Some will say “I don’t get Twitter.” Others will say Twitter’s just as addictive as texting and will soon collapse as another transitory fad.
The Twitter and text messaging debate includes warnings that these forms have taken the partial demise of proper English from slapdash e-mails and are further obliterating the language by forcing upon us ungrammatical conventions and more sloppy writing.
Such warnings appear to be as nonsensical as suggesting that those who write classic 17-syllable haiku are destroying our language or that TV commercial pitchmen are reducing words to the ugly and the very ugly. Language changes as our needs change. It’s dynamic and not engraved in stone unless it’s an epitaph.
I think English will survive Twitter. Those who get it, get it. Those who don’t. don’t. For some, Twitter’s a God-send, for others a pointless time-waster. Maybe English will change.

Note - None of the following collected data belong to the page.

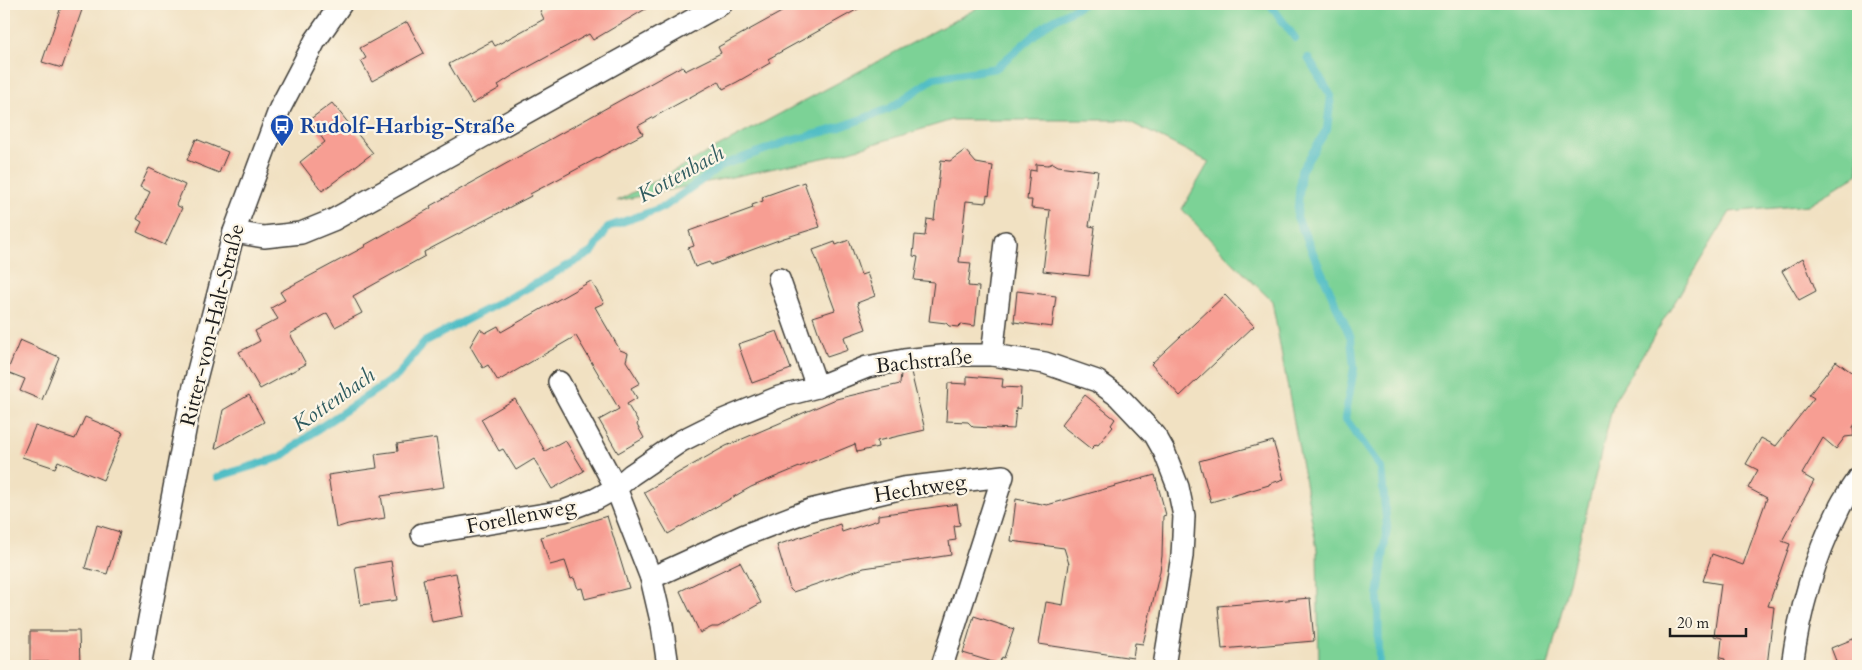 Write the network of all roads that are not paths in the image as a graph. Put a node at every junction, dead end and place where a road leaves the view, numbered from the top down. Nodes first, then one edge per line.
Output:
1 (341, 4) edge
2 (721, 4) edge
3 (234, 232) junction
4 (1005, 242) dead end
5 (779, 279) dead end
6 (992, 355) junction
7 (559, 382) dead end
8 (817, 387) junction
9 (1858, 478) edge
10 (616, 488) junction
11 (422, 534) dead end
12 (652, 578) junction
13 (140, 666) edge
14 (668, 666) edge
15 (942, 666) edge
16 (1164, 666) edge
17 (1792, 666) edge

1 - 3 street, Ritter-von-Halt-Straße
2 - 3 street
3 - 13 street, Ritter-von-Halt-Straße
4 - 6 street
5 - 8 street
6 - 8 street, Bachstraße
6 - 16 street, Bachstraße
7 - 10 street
8 - 10 street, Bachstraße
9 - 17 street
10 - 11 street, Forellenweg
10 - 12 street
12 - 14 street
12 - 15 street, Hechtweg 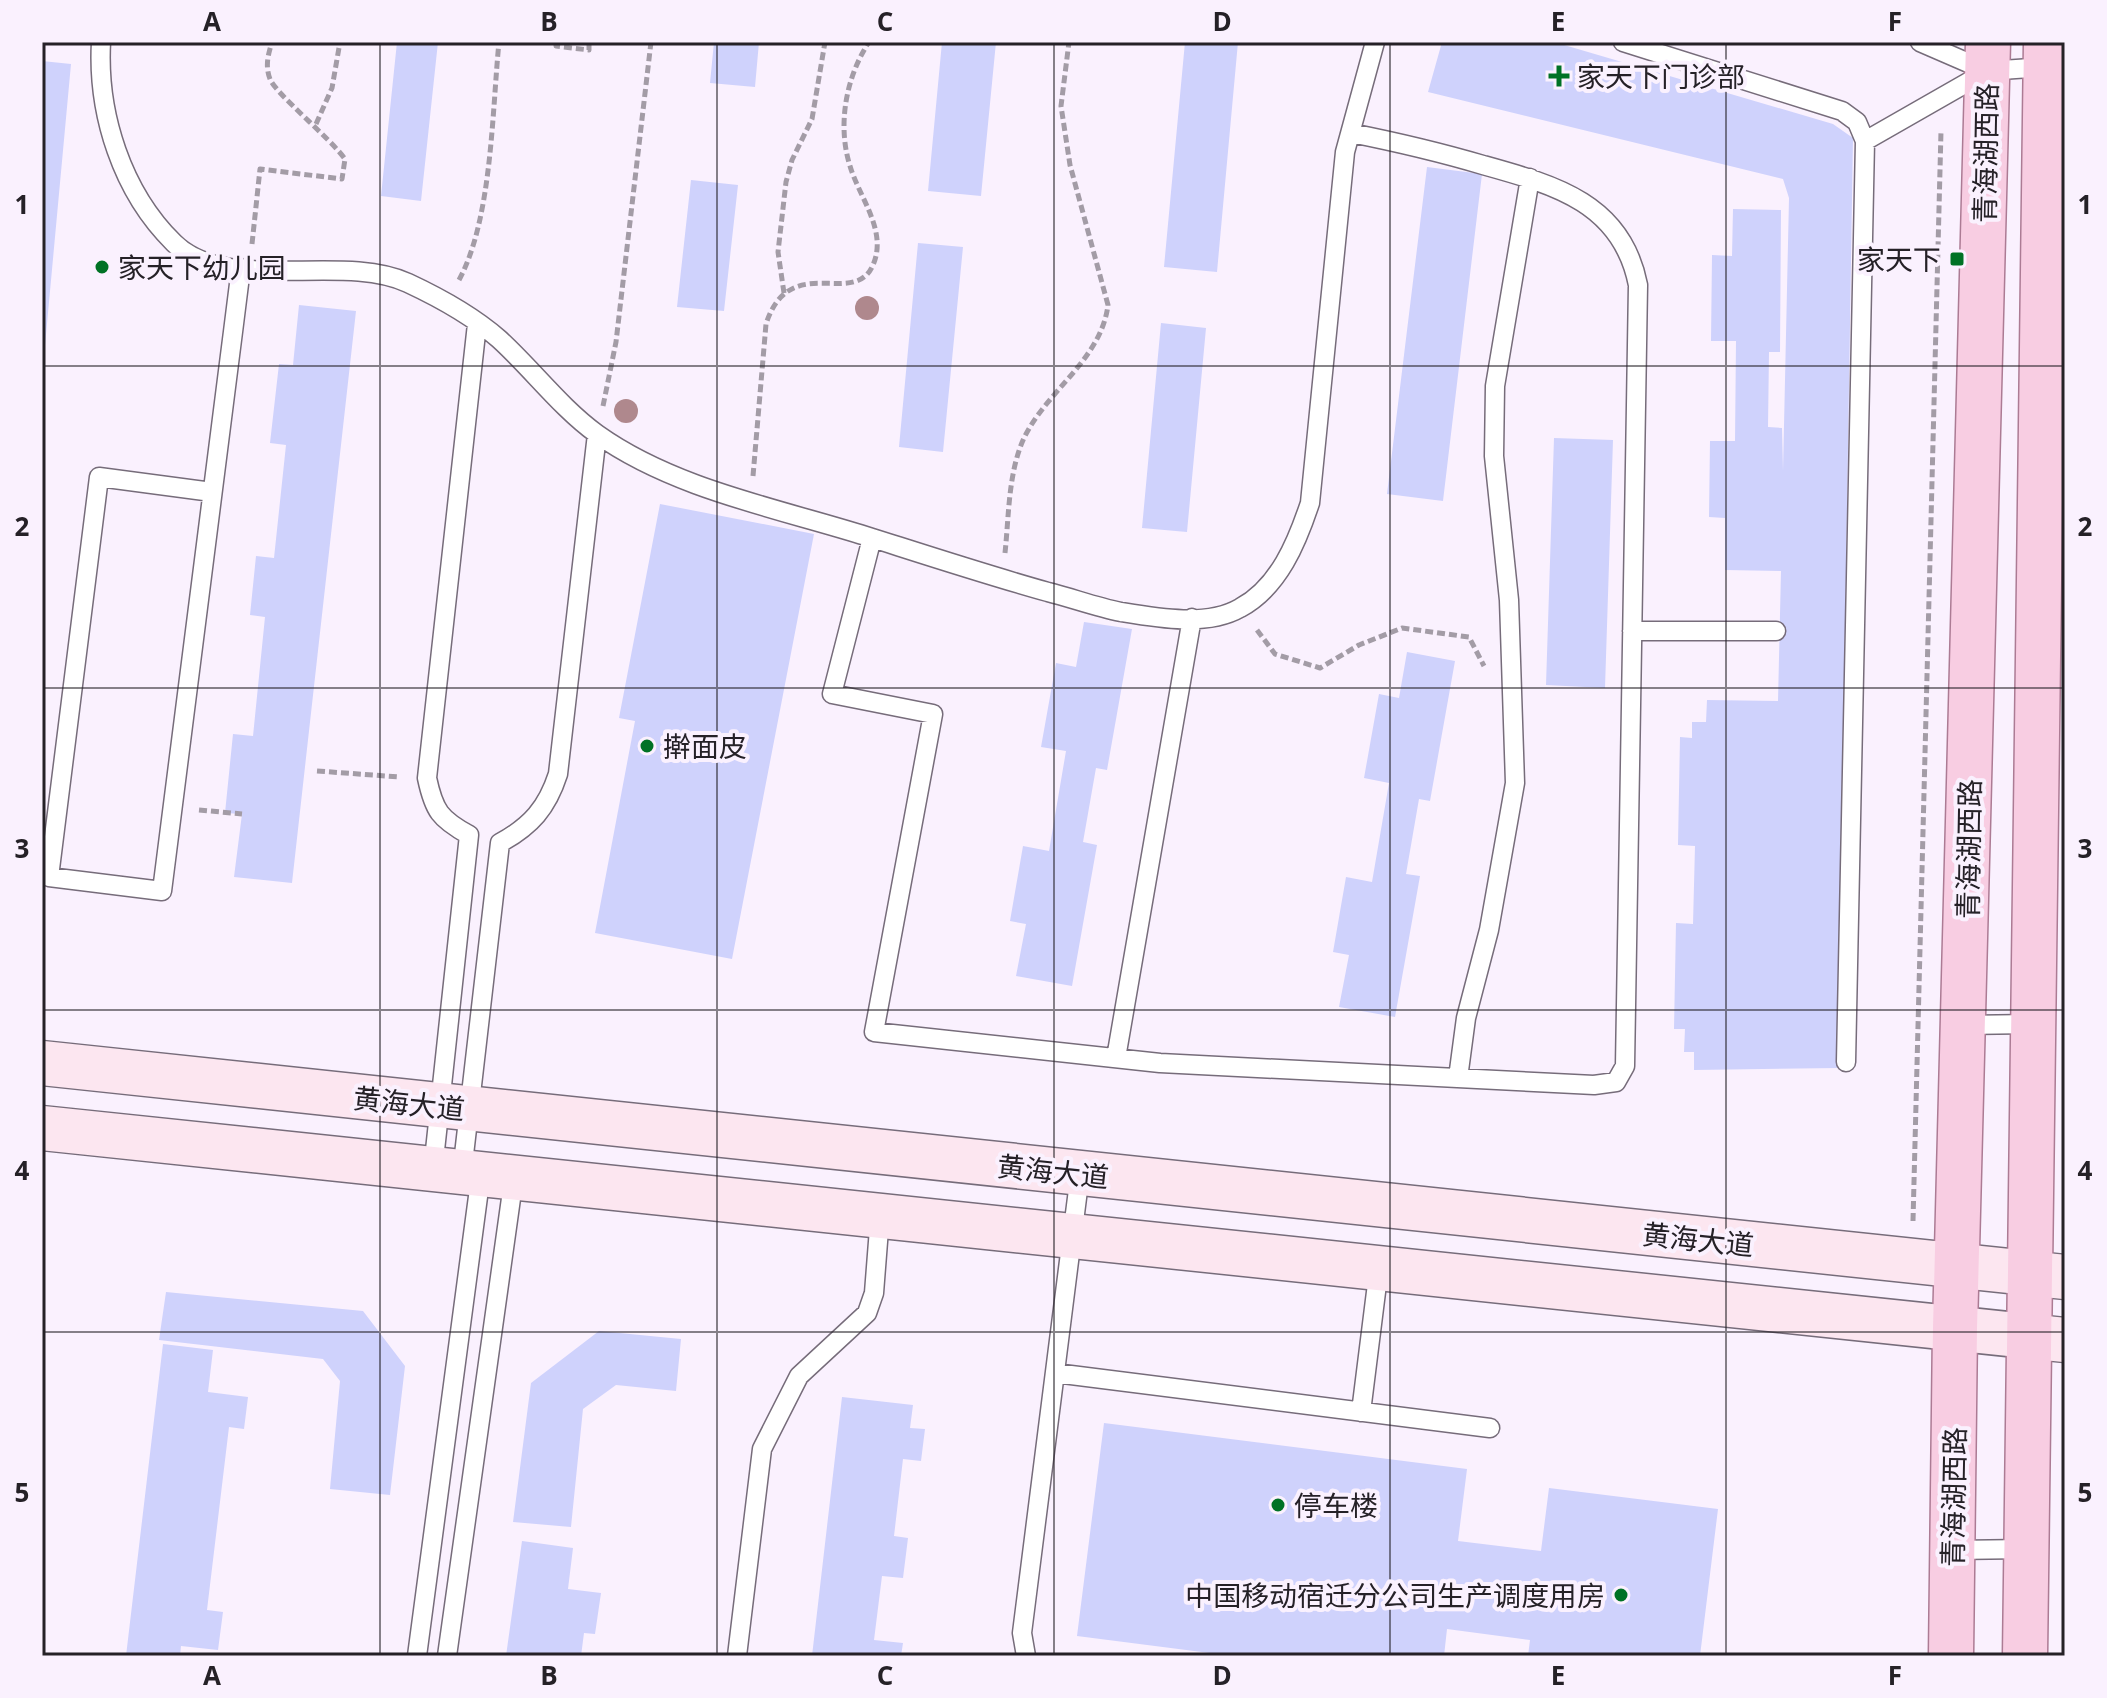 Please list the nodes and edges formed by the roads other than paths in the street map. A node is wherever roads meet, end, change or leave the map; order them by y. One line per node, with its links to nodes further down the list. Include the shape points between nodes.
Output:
1 (101, 42): 10 (lane, via 110,128 123,171 143,204 176,246 202,262)
2 (1375, 42): 7 (lane)
3 (1623, 42): 8 (lane, via 1842,111 1857,122)
4 (1920, 42): 5 (lane)
5 (1988, 56): 6 (lane); 8 (lane); 19 (main road, 青海湖西路)
6 (2052, 59): 18 (main road)
7 (1351, 133): 9 (lane); 15 (lane, via 1310,503 1298,539 1273,580 1240,608)
8 (1865, 141): 21 (lane)
9 (1530, 178): 16 (lane, via 1586,204 1619,235 1633,258 1638,285); 23 (lane, via 1495,386 1494,456 1515,686 1515,783)
10 (245, 268): 11 (lane, via 369,270 408,283); 13 (lane)
11 (477, 324): 12 (lane); 24 (lane, via 427,778 432,803 445,822 469,835)
12 (597, 434): 14 (lane, via 674,476); 24 (lane, via 558,774 542,811 526,829 500,843)
13 (212, 492): 13 (lane, via 162,891 49,877 99,477)
14 (872, 538): 15 (lane, via 1118,612); 20 (lane, via 832,694 933,714 874,1032)
15 (1192, 618): 20 (lane)
16 (1632, 631): 17 (lane); 23 (lane, via 1625,1066 1616,1082 1594,1085)
17 (1776, 631)
18 (2032, 1024): 19 (lane); 32 (main road)
19 (1963, 1025): 30 (main road, 青海湖西路)
20 (1116, 1058): 23 (lane)
21 (1846, 1062)
22 (42, 1063): 24 (street, 黄海大道)
23 (1458, 1078)
24 (454, 1107): 26 (lane); 26 (lane); 27 (street, 黄海大道)
25 (42, 1128): 26 (street)
26 (472, 1173): 28 (street); 40 (lane); 41 (lane)
27 (1080, 1174): 29 (lane); 30 (street, 黄海大道)
28 (880, 1216): 29 (street); 42 (lane, via 874,1293 867,1313 799,1376 762,1449)
29 (1073, 1236): 31 (street); 35 (lane)
30 (1957, 1267): 32 (street, 黄海大道); 33 (main road, 青海湖西路)
31 (1379, 1268): 33 (street); 36 (lane)
32 (2047, 1275): 34 (main road)
33 (1955, 1328): 34 (street); 39 (main road, 青海湖西路)
34 (2046, 1338): 38 (main road)
35 (1055, 1373): 36 (lane); 43 (lane, via 1022,1633)
36 (1361, 1412): 37 (lane)
37 (1490, 1428)
38 (2026, 1549): 39 (lane); 45 (main road)
39 (1953, 1550): 44 (main road, 青海湖西路)
40 (417, 1656)
41 (447, 1656)
42 (737, 1656)
43 (1026, 1656)
44 (1951, 1656)
45 (2025, 1656) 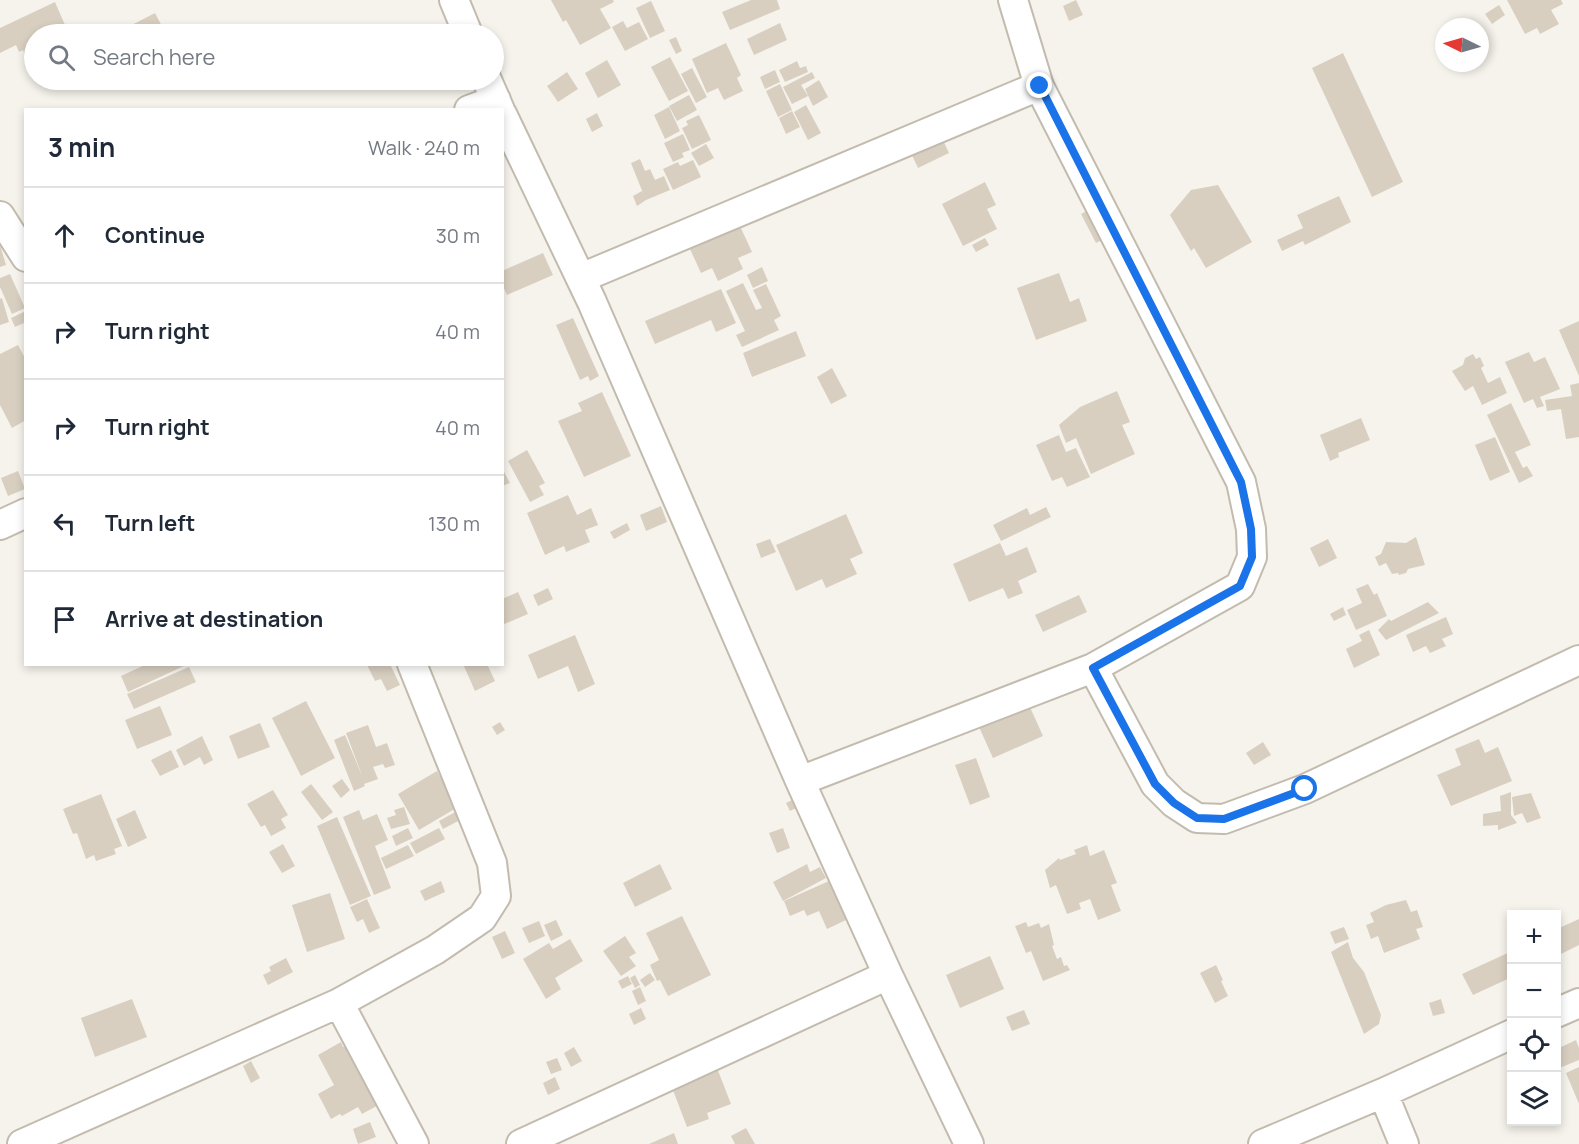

If so, I will find it amusing to see how our English and literature teachers and other guardians of the status quo handle the new upheavals in their lives.
I’m not losing any sleep over Twitter.
Meanwhile, Roy Peter Clark’s Poynter Online post called “From Telegraph to Twitter: The Language of the Short Form” might reassure you that brevity is the soul of wit and that Twitter-wise and language-wise, all is not lost.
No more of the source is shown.